Возвращение ниоткуда - [5]

Шрифт
Интервал

— Мы в сущности не забываем ничего, — продолжал объяснять мне доктор Казин меня же самого словами, которые я задним числом вкладывал в его полные, блестящие, словно от жира, губы. — Даже того, что запало в нас неосознанно, без понимания. Не понимаем, а сердечко почему-то дрожит, верно? Что-то оказывается растворено у нас чуть ли не в крови, как соль древнего океана, где мы когда-то плавали, точно в материнских водах, дыша жабрами — и видели сны, быть может. А? И может, не только свои? Вот где самая-то загадка! Не всегда поймешь даже, что и как ты усвоил с чужих слов. Каждый раз приходится извлекать что-то заново, из себя, осмысливать и решать собственным усилием, на свой лад, вот ведь что существенно.

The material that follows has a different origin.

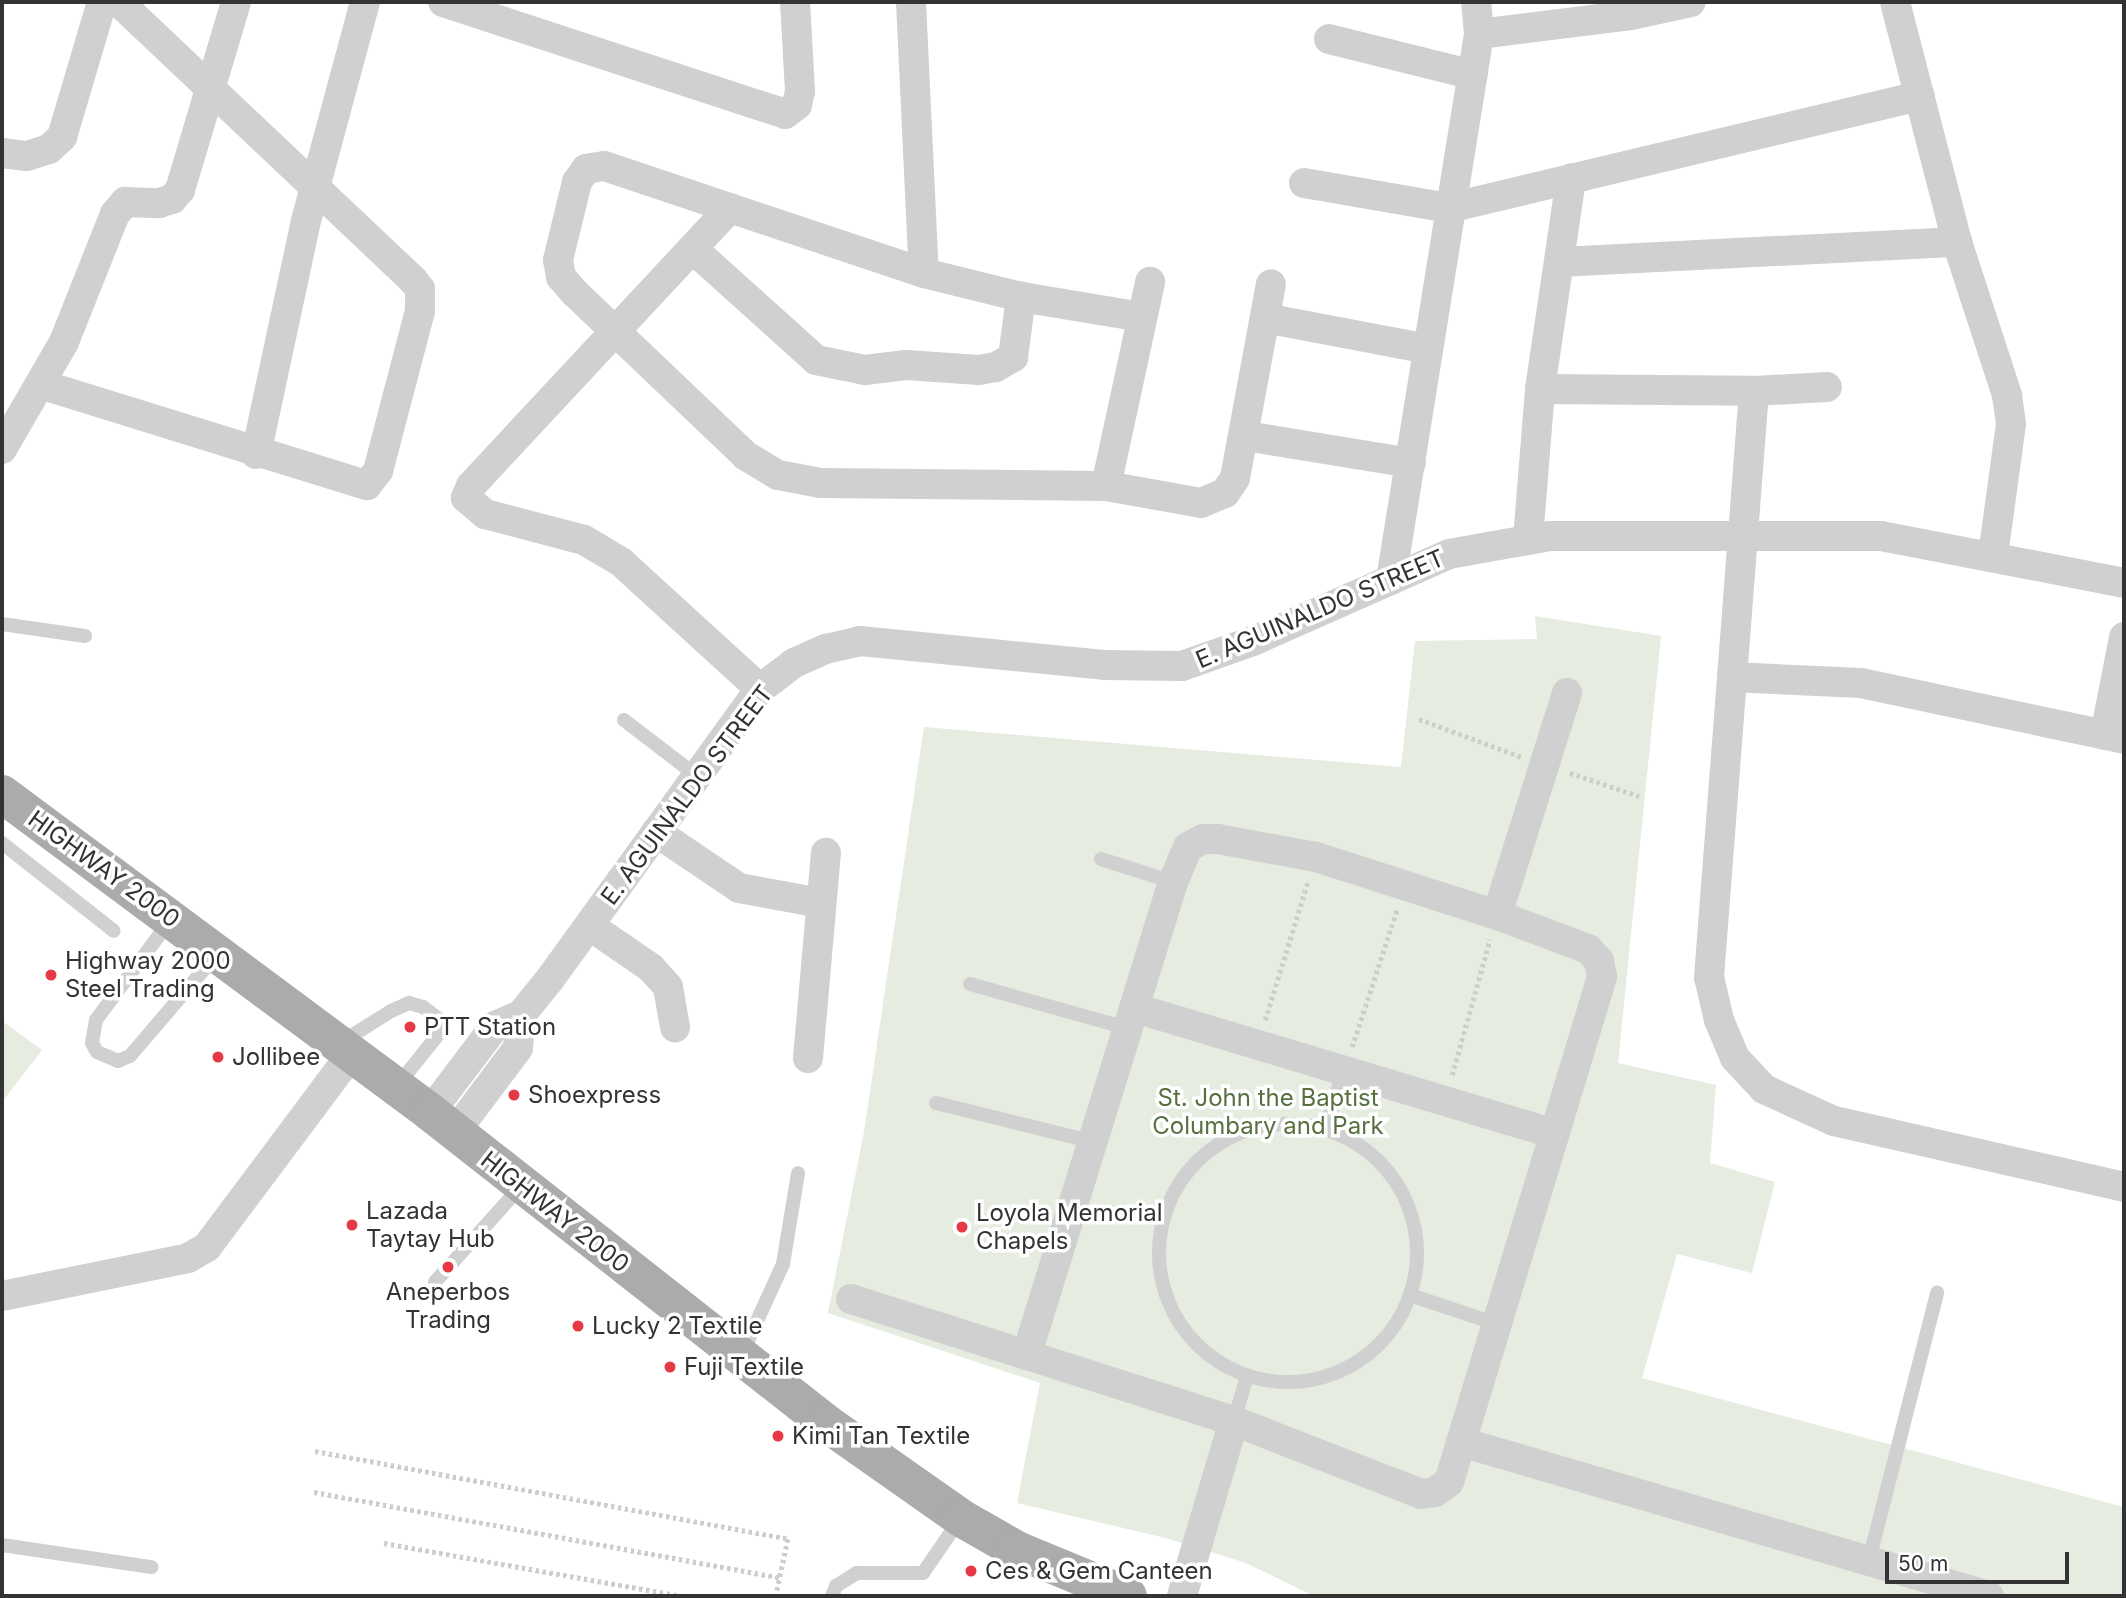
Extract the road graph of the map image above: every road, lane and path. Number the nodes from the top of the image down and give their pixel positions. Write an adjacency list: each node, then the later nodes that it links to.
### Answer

(То-то и оно. Доходило до смешного: временами я как будто забывал простые слова, сам смысл хорошо знакомых вещей, и тупо, открыв рот в попытке вспомнить, смотрел на белую трубочку в губах человека, выдыхающего дым… Или наоборот, вслушивался в выразительное, словно членораздельное, кошачье мяуканье, как в язык, который знал, но запамятовал; еще немножко — и смогу разобрать)…

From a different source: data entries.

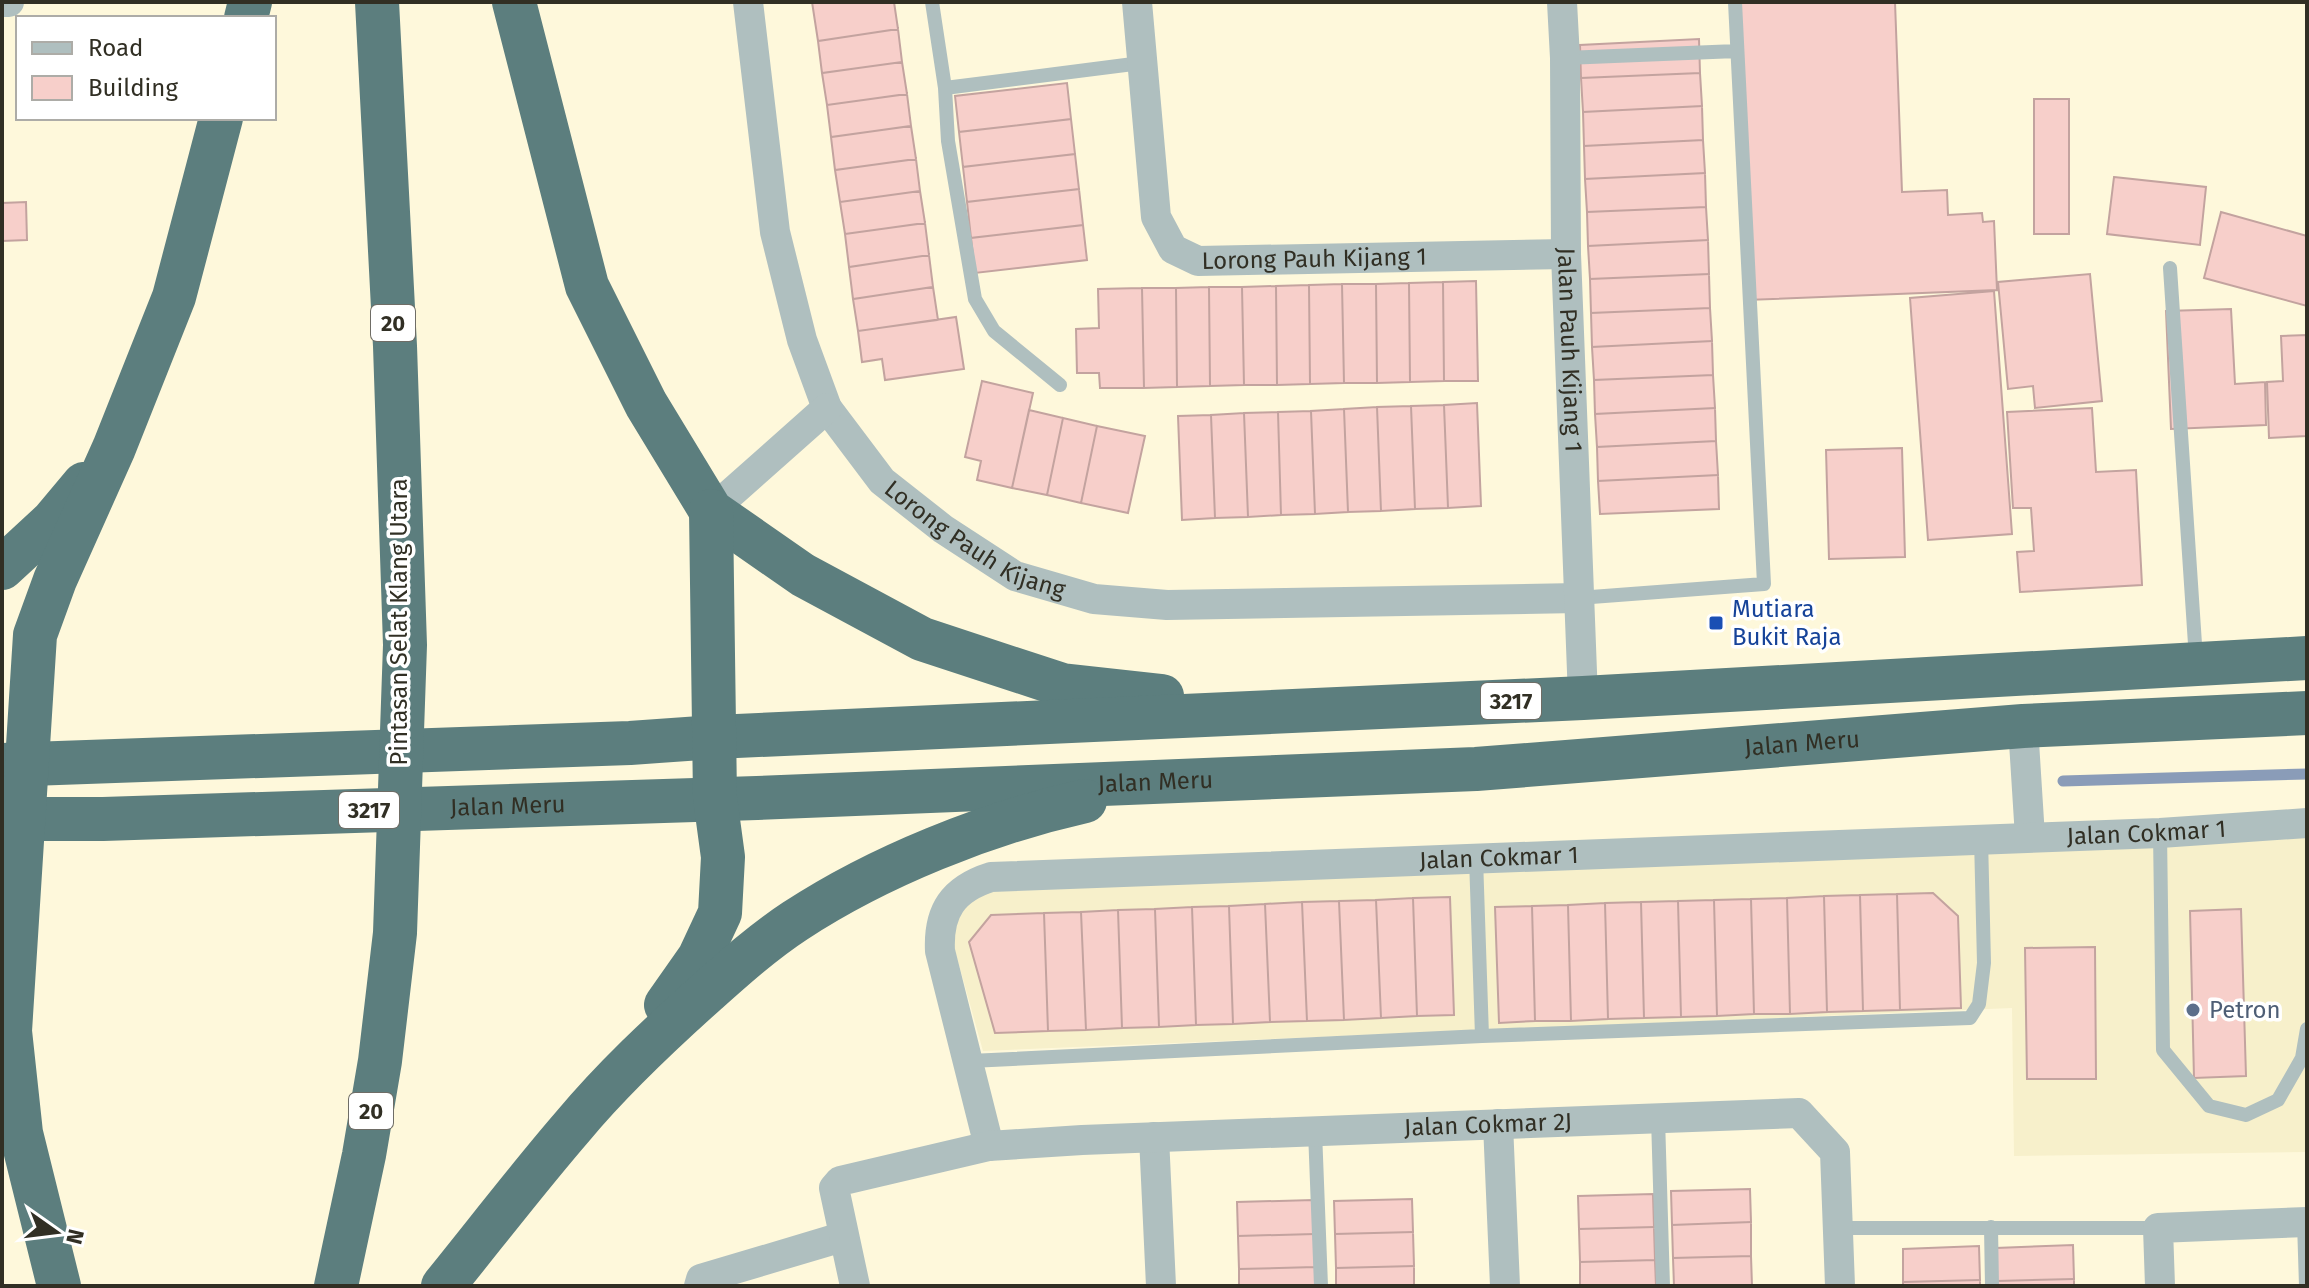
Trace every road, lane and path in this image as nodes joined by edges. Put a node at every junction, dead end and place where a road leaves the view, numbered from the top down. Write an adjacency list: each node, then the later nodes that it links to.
1 (2, 2): 2 (street)
2 (9, 2)
3 (377, 2): 55 (highway, Pintasan Selat Klang Utara / 20)
4 (514, 2): 20 (highway)
5 (748, 2): 18 (street, Lorong Pauh Kijang)
6 (932, 2): 13 (lane)
7 (1137, 2): 12 (street, Lorong Pauh Kijang 1)
8 (1562, 2): 11 (street, Jalan Pauh Kijang 1)
9 (1735, 2): 10 (lane)
10 (1737, 51): 11 (lane); 22 (lane)
11 (1565, 58): 15 (street, Jalan Pauh Kijang 1)
12 (1141, 63): 13 (lane); 15 (street, Lorong Pauh Kijang 1)
13 (945, 88): 17 (lane)
14 (220, 120): 19 (highway)
15 (1566, 254): 22 (street, Jalan Pauh Kijang 1)
16 (2170, 268): 24 (lane)
17 (1060, 385)
18 (827, 408): 20 (street); 22 (street, Lorong Pauh Kijang)
19 (114, 448): 21 (highway); 30 (highway)
20 (711, 511): 26 (highway); 29 (highway)
21 (2, 568)
22 (1578, 598): 25 (street, Jalan Pauh Kijang 1)
23 (2307, 658): 24 (highway, 3217)
24 (2196, 663): 25 (highway, 3217)
25 (1583, 698): 26 (highway, 3217)
26 (1308, 711): 29 (highway, 3217)
27 (2307, 713): 28 (highway, Jalan Meru / 3217)
28 (2023, 726): 31 (highway, Jalan Meru / 3217); 36 (street)
29 (715, 737): 30 (highway, 3217); 32 (highway)
30 (15, 765): 33 (highway)
31 (1173, 781): 32 (highway, Jalan Meru / 3217); 43 (highway)
32 (715, 798): 33 (highway, Jalan Meru / 3217); 43 (highway)
33 (13, 819): 54 (highway)
34 (2307, 823): 35 (street, Jalan Cokmar 1)
35 (2160, 833): 36 (street, Jalan Cokmar 1); 39 (lane)
36 (2030, 837): 37 (street, Jalan Cokmar 1)
37 (1981, 838): 38 (street, Jalan Cokmar 1); 40 (lane)
38 (1476, 858): 40 (lane); 41 (street, Jalan Cokmar 1)
39 (2307, 1029)
40 (1482, 1036): 41 (lane)
41 (970, 1061): 47 (street, Jalan Cokmar 1)
42 (1658, 1118): 44 (street, Jalan Cokmar 2J); 51 (street, Jalan Cokmar 2J); 62 (lane)
43 (574, 1124): 56 (highway)
44 (1498, 1124): 45 (street, Jalan Cokmar 2J); 61 (street)
45 (1315, 1131): 46 (street, Jalan Cokmar 2J); 60 (lane)
46 (1154, 1137): 47 (street, Jalan Cokmar 2J); 59 (street)
47 (989, 1146): 53 (street, Jalan Cokmar 2J)
48 (2, 1185): 54 (highway)
49 (2305, 1222): 52 (street); 66 (lane)
50 (1991, 1227): 51 (lane); 52 (lane); 64 (lane)
51 (1838, 1228): 63 (street, Jalan Cokmar 2J)
52 (2158, 1228): 65 (street)
53 (842, 1237): 57 (street); 58 (street, Jalan Cokmar 2J)
54 (57, 1286)
55 (336, 1286)
56 (443, 1286)
57 (699, 1286)
58 (855, 1286)
59 (1161, 1286)
60 (1321, 1286)
61 (1505, 1286)
62 (1663, 1286)
63 (1840, 1286)
64 (1992, 1286)
65 (2160, 1286)
66 (2306, 1286)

— Но ведь тут еще и другой вопрос, — вдохновлялся Казин: — откуда в нас что берется? Откуда вдруг наши так называемые фантазии — о том, чего мы ни видеть, ни испытать не могли? Все эти видения наяву и во сне, никак не связанные с нашим опытом? Почему они именно такие, а не другие? Говорят, мы просто иногда комбинируем, видоизменяем знакомое, пусть даже не осознанное или забытое, составляем на пробу гротески. Согласен. Но всегда ли это продукт лишь внутренней мозговой работы, переработка лишь собственного, так сказать, достояния? Не знаем ли мы на самом деле больше, чем может храниться у нас вот тут? Тем более у такого, как ты. Вот чем ты особенно интересен. Из ничего не может ничего возникнуть, слыхал про такой закон? Даже в мозгу. Не думаю, что твой пример это опровергает. Может, то, что нам кажется работой воображения, не совсем произвольно, может, оно сигнализирует нам о чем-то, чего нам иным способом не дано ни уловить, ни представить? Ведь помимо него разве мы, в сущности, можем знать, что такое жизнь? Из чего мы возникаем и куда уходим? Что такое наше сознание, наш разум, слова хотя бы вот этого нашего разговора, что такое время и бесконечность?.. да что там! Для объяснения ввели когда-то понятие Бог — но знаем ли мы на самом деле, что этому понятию соответствует в так называемой реальности? И что такое тогда эта реальность, если каждый рождает ее в себе по сути заново, причем вовсе не так, как это виделось каким-то первоначальным авторам? Я хочу добраться до источника, доказать или опровергнуть его существование, не более, не менее, выявить связь между ним и тем, что нам доступно, так сказать, на выходе, причем объективно, с помощью вот этих приборов… как бы тебе это растолковать попроще…

Одновременно знать и не знать, помнить и не помнить, понимать и не понимать.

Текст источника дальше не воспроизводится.